El Niño traz risco de nova estiagem para SP e pode aumentar crise no Cantareira

O fenômeno climático El Niño, caracterizado pelo aquecimento anormal das águas do oceano Pacífico, deve voltar em 2026 e acende alerta para eventos extremos no Brasil, como ondas de calor, secas e chuvas irregulares.

Após os impactos registrados em 2023 e 2024, a preocupação agora se concentra principalmente no abastecimento de água em São Paulo. O sistema Cantareira, responsável por cerca de 50% do fornecimento na região metropolitana, iniciou o outono com apenas 42,7% de capacidade — o menor nível em uma década e bem abaixo dos anos anteriores.

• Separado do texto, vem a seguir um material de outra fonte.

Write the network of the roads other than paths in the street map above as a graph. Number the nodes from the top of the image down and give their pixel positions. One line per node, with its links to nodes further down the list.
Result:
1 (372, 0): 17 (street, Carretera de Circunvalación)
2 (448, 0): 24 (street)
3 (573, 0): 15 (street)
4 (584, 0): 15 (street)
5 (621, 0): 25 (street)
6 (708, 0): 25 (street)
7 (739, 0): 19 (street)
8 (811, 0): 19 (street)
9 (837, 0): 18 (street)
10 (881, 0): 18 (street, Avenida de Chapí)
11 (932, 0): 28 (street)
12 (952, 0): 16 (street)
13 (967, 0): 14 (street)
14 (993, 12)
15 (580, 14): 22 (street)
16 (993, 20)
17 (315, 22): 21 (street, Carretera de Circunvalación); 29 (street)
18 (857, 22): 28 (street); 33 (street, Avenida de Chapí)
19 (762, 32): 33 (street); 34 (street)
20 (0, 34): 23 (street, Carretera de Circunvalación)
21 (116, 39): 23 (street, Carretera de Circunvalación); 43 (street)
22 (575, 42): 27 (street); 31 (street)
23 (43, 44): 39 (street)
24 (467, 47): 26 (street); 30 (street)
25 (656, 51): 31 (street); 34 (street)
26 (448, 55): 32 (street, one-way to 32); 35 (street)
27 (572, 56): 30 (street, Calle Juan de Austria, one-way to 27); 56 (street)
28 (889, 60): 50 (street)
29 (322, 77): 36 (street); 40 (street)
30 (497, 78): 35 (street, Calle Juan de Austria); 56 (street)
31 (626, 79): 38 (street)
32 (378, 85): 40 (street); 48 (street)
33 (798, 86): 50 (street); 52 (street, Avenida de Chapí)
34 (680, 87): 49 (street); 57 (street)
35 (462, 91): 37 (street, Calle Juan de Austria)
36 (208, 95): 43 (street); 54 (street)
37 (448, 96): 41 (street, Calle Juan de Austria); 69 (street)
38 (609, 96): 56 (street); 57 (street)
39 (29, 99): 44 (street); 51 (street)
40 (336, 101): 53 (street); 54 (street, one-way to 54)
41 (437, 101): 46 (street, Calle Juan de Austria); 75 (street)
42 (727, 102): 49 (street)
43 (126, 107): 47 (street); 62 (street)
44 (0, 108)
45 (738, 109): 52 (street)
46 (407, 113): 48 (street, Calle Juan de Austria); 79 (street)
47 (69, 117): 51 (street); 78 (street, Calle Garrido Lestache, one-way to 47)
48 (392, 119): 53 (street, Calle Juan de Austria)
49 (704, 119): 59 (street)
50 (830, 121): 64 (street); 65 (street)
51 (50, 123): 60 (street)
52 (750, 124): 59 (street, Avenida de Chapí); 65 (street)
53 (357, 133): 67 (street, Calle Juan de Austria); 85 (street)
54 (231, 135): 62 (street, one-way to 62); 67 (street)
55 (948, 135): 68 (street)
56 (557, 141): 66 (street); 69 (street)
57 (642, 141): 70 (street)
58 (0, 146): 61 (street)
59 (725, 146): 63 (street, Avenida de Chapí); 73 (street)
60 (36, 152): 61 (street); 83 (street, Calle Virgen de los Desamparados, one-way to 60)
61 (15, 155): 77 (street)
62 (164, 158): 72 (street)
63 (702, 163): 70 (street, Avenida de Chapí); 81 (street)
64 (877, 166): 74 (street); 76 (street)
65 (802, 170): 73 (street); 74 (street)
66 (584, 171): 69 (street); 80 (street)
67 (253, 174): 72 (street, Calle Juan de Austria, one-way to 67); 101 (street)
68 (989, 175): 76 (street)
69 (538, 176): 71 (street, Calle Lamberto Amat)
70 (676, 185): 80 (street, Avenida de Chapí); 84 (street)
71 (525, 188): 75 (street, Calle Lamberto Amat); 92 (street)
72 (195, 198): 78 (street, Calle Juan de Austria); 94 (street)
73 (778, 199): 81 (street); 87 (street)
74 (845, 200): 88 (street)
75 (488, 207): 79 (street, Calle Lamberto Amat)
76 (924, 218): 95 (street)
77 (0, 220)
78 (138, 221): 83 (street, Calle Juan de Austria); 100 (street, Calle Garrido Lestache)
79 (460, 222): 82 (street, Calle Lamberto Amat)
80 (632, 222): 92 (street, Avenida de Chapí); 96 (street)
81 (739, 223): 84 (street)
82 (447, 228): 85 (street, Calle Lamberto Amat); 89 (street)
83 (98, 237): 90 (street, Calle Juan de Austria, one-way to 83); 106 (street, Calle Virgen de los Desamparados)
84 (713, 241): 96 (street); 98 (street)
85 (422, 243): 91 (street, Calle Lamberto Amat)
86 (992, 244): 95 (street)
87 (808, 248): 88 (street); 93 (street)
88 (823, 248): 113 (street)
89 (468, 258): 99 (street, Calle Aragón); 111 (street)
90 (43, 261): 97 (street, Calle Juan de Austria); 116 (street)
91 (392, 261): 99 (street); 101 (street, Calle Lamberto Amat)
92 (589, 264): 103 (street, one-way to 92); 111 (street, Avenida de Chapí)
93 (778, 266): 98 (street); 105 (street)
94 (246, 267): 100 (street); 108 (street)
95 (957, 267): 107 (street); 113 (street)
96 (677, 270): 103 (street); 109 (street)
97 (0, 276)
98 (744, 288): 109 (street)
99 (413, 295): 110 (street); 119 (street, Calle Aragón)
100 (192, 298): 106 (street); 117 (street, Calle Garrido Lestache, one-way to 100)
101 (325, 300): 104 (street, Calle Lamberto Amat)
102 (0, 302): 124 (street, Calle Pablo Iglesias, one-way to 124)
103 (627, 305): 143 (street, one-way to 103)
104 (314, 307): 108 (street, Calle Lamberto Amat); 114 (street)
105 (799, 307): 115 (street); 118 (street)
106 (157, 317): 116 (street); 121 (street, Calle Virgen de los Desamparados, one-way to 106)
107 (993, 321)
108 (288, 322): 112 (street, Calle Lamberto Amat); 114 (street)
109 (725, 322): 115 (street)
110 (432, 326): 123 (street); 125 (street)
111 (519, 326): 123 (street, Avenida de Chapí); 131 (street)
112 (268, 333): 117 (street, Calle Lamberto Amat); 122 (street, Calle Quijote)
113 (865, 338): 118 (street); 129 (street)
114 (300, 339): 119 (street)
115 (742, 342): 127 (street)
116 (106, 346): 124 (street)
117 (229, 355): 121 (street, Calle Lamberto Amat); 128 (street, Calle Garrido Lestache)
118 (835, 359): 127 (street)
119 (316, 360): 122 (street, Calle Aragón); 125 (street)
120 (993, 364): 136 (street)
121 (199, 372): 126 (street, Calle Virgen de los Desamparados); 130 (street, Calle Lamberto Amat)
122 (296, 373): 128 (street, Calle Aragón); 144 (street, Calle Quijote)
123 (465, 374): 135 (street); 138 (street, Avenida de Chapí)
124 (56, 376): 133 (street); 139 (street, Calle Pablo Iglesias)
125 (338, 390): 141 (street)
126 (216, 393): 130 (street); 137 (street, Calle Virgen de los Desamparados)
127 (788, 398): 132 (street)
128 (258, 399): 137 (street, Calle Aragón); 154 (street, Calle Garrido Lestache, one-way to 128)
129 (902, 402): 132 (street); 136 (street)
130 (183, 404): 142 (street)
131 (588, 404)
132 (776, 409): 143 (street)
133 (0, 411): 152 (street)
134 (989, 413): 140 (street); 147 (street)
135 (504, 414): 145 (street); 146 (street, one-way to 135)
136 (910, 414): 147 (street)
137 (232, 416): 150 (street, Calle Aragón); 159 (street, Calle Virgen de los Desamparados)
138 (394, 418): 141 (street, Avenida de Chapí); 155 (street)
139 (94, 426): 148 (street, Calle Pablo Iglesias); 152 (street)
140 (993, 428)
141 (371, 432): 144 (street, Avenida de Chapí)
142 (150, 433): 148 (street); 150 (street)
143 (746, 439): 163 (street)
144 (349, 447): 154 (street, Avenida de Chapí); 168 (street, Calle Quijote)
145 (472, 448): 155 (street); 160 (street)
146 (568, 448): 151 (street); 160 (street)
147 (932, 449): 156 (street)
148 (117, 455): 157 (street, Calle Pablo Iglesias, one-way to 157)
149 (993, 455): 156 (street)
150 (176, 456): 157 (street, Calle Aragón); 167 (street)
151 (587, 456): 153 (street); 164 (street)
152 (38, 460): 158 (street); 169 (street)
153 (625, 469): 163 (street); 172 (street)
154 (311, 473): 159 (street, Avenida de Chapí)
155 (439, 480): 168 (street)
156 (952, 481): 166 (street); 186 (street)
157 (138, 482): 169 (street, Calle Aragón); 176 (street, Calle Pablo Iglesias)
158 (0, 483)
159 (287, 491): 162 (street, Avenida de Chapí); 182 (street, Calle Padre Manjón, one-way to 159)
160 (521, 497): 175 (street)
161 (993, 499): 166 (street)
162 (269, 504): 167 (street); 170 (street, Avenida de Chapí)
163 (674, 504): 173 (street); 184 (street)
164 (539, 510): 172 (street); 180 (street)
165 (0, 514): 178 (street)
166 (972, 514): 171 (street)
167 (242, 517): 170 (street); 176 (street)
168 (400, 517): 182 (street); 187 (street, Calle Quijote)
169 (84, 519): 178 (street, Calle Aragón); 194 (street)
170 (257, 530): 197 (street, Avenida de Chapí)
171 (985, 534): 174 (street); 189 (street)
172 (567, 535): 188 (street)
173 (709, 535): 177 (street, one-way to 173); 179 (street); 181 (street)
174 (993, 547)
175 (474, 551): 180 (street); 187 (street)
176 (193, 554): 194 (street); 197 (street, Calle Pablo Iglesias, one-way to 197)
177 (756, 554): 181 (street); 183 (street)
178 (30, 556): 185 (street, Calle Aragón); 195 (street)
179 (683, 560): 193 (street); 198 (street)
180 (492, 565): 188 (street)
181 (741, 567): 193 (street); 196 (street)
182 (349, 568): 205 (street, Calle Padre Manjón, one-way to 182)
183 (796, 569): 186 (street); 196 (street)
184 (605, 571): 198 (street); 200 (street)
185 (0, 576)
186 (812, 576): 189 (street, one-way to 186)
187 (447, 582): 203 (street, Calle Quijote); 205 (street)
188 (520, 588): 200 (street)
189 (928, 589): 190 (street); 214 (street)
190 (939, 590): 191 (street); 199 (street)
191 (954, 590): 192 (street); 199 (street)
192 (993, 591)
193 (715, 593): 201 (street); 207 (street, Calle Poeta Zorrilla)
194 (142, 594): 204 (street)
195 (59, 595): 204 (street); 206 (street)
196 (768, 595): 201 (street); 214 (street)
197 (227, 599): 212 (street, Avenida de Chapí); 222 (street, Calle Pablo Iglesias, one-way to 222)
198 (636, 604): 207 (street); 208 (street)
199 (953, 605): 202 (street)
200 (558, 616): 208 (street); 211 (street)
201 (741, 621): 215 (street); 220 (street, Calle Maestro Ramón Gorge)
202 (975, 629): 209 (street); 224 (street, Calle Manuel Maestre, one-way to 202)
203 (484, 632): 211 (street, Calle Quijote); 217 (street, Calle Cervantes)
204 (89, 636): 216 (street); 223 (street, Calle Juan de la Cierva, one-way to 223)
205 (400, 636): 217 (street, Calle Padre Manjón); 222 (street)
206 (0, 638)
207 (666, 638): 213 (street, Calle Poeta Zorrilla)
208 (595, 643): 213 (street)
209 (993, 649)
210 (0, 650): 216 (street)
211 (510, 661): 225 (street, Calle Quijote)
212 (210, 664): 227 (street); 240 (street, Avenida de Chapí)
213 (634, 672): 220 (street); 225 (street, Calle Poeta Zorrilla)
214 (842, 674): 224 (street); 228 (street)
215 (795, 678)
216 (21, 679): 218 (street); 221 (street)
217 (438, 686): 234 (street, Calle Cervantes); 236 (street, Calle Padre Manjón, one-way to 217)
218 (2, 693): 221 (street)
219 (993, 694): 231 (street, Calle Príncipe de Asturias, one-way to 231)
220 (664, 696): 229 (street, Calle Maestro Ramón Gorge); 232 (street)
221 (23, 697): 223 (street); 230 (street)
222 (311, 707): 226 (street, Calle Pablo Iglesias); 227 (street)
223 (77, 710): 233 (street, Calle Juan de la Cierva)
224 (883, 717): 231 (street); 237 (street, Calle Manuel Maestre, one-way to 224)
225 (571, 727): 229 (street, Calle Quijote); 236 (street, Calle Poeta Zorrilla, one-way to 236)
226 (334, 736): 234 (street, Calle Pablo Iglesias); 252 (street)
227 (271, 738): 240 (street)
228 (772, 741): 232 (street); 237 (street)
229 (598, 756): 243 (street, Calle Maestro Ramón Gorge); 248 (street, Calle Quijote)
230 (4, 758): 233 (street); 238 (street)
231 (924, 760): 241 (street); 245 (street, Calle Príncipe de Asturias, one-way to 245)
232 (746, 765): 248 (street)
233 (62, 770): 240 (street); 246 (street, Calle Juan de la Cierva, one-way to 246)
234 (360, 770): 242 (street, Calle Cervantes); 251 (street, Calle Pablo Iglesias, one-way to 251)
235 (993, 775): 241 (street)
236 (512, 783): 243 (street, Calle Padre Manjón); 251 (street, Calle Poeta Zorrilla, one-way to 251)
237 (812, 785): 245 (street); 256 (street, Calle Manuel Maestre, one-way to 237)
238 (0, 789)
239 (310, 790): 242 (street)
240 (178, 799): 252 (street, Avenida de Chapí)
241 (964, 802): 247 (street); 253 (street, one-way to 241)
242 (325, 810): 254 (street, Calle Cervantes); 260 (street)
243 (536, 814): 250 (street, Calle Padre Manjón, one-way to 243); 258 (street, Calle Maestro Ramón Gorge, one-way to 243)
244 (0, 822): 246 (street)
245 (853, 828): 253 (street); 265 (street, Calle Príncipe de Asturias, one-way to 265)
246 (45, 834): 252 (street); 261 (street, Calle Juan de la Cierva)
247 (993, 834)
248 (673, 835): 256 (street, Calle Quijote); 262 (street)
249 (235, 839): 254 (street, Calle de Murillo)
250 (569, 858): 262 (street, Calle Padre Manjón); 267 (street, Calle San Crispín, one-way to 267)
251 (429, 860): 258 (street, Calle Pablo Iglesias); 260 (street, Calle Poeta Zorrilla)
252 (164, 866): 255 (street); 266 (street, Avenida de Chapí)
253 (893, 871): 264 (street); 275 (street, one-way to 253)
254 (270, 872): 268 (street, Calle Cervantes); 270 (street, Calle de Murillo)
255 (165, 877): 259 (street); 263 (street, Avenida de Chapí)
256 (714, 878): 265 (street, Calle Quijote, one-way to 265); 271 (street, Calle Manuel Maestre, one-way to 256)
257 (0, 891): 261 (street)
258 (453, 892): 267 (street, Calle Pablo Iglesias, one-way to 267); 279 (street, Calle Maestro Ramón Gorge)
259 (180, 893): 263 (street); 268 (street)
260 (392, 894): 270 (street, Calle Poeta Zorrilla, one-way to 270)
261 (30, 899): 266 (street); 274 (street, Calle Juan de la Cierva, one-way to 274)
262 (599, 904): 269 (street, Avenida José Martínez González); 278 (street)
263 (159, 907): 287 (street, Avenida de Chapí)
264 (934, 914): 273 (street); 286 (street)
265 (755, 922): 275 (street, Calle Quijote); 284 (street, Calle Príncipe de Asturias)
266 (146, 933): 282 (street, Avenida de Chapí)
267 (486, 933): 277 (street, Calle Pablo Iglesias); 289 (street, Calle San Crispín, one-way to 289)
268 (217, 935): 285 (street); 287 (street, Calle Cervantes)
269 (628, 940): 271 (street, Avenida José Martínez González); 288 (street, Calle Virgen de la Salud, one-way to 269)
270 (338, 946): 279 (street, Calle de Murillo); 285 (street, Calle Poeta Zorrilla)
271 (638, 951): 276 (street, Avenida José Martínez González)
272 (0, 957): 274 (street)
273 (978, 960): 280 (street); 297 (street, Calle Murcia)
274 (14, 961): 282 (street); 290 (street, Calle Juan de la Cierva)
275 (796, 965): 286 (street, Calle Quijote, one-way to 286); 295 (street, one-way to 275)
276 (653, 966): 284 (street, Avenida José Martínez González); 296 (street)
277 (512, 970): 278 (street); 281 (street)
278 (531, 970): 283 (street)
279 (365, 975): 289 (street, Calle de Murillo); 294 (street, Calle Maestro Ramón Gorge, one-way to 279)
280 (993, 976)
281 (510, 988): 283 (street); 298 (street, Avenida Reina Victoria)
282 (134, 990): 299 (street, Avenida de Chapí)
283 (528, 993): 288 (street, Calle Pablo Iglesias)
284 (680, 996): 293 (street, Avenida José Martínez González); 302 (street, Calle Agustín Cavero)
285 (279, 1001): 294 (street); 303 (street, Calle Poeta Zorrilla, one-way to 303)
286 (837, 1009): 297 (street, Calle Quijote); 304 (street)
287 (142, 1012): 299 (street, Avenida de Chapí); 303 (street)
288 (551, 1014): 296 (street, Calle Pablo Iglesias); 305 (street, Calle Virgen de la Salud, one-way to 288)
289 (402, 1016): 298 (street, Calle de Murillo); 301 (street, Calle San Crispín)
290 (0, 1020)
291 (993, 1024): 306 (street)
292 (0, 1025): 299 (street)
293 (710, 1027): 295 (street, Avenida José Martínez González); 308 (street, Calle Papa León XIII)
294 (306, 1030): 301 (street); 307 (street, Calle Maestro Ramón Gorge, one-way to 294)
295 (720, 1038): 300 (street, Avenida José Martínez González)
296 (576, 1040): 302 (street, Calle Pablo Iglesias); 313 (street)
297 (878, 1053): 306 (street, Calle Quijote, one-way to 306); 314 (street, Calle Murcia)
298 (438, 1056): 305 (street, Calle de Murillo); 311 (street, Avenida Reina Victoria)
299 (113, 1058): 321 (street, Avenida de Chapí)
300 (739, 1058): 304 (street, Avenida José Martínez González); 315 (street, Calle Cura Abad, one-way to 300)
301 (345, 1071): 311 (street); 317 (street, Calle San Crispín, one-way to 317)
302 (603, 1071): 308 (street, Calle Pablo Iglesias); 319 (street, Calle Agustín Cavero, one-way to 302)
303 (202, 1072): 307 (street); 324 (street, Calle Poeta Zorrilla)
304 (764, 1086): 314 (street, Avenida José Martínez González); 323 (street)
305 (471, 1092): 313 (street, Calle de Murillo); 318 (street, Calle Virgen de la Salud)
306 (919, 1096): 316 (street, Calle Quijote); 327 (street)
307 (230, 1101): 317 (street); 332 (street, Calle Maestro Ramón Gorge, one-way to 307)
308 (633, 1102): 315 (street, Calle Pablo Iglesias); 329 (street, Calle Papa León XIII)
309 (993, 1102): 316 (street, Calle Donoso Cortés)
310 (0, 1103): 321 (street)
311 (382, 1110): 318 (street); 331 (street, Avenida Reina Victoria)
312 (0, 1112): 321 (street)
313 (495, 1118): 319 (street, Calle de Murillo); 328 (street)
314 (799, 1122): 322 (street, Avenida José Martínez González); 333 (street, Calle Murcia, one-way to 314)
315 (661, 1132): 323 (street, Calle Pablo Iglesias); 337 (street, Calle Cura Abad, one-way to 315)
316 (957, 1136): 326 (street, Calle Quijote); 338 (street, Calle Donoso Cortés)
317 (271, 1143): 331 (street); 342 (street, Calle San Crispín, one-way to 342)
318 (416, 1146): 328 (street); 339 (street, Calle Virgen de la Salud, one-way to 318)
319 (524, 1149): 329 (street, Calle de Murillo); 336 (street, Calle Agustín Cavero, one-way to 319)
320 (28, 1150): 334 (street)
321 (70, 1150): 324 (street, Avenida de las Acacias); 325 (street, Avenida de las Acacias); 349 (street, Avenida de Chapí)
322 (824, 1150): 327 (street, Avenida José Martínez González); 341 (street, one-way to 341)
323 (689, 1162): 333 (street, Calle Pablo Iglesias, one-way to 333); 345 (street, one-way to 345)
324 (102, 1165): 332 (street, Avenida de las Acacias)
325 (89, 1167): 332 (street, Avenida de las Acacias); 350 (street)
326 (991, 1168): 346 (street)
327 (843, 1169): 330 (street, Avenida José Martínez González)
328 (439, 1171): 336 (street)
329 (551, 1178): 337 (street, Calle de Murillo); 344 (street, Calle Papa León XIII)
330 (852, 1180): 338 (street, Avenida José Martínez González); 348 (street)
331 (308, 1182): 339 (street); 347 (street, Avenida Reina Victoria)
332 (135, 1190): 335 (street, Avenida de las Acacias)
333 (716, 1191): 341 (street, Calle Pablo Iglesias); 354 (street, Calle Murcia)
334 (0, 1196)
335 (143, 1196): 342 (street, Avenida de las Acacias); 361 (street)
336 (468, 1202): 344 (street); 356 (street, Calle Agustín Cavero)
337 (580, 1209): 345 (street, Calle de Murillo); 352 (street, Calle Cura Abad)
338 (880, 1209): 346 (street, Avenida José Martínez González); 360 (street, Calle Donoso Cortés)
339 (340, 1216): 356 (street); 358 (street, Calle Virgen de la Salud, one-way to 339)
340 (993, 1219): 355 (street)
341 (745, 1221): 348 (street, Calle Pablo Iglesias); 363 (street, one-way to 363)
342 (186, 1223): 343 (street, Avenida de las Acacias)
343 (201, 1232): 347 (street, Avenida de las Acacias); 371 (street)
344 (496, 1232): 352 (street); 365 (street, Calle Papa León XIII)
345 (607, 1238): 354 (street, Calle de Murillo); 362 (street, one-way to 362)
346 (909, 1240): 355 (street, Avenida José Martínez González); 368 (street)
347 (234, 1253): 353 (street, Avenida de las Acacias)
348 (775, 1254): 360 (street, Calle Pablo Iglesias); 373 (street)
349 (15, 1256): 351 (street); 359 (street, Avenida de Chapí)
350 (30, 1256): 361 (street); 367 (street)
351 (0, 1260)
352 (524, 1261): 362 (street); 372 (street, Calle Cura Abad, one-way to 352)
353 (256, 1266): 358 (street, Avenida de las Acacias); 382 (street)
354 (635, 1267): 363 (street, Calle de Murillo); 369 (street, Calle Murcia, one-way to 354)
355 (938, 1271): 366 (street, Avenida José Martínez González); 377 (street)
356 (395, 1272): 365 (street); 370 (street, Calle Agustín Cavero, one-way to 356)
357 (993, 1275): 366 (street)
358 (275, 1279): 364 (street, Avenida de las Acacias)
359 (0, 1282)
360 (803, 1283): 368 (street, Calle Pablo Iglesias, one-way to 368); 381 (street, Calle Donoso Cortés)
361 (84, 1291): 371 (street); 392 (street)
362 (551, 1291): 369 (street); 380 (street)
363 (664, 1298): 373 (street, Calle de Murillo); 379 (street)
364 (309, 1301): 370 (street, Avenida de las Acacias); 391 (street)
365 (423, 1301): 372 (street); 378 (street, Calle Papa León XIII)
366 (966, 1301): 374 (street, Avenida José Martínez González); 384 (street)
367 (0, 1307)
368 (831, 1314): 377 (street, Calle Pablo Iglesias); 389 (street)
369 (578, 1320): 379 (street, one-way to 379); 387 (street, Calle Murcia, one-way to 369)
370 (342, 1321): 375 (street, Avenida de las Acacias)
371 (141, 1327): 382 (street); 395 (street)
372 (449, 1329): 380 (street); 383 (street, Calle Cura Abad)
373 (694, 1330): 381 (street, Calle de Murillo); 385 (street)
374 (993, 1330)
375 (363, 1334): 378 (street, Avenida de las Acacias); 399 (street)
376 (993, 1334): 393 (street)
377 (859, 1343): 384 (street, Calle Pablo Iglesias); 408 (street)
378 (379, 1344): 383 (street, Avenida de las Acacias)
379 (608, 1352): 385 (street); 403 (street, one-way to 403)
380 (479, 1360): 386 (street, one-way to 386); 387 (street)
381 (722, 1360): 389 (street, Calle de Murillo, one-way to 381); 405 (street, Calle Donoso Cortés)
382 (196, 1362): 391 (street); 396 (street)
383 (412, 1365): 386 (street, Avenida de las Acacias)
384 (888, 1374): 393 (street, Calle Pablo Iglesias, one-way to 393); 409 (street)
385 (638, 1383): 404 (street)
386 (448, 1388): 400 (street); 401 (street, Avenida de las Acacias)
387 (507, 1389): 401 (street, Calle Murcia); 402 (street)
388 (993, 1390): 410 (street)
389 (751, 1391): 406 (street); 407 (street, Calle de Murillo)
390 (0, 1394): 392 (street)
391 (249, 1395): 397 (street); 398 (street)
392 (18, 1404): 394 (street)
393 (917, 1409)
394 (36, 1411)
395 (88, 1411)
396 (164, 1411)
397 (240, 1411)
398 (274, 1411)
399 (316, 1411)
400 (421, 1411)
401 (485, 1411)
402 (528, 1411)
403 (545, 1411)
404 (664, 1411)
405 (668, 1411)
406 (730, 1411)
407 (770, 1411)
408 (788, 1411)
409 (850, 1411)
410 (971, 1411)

Especialistas apontam que a situação já era desfavorável devido à falta de chuvas nos últimos verões. Mesmo com precipitações nos próximos meses, a reposição dos reservatórios pode não ser suficiente para compensar perdas por evaporação e consumo elevado.

A previsão indica que o El Niño deve se consolidar entre o fim do inverno e o início da primavera, com intensidade de moderada a forte. Há estimativas de que o evento possa ser um dos mais intensos já registrados, embora a confirmação dependa da evolução do fenômeno nos próximos meses.

De acordo com a SP Águas, há 62% de probabilidade de ocorrência entre junho e agosto, com efeitos prolongados até o fim do ano. O cenário inclui temperaturas acima da média e redução das chuvas, especialmente durante o outono e inverno, períodos que já são naturalmente secos no Sudeste.

Meteorologistas alertam para um efeito cascata: baixos níveis nos mananciais, pouca chuva e atraso no início da estação chuvosa podem agravar ainda mais a crise hídrica. Além disso, o calor intenso aumenta o consumo de água e a evaporação, dificultando a recuperação dos reservatórios.

A longo prazo, estudos indicam que as mudanças climáticas podem reduzir em até 40% a disponibilidade hídrica no Brasil até 2040, agravando secas e a irregularidade das chuvas.

Diante desse cenário, órgãos estaduais afirmam adotar medidas preventivas, enquanto a Sabesp planeja investir mais de R$ 5 bilhões até 2027 para ampliar a oferta de água, melhorar a infraestrutura e reduzir perdas no sistema.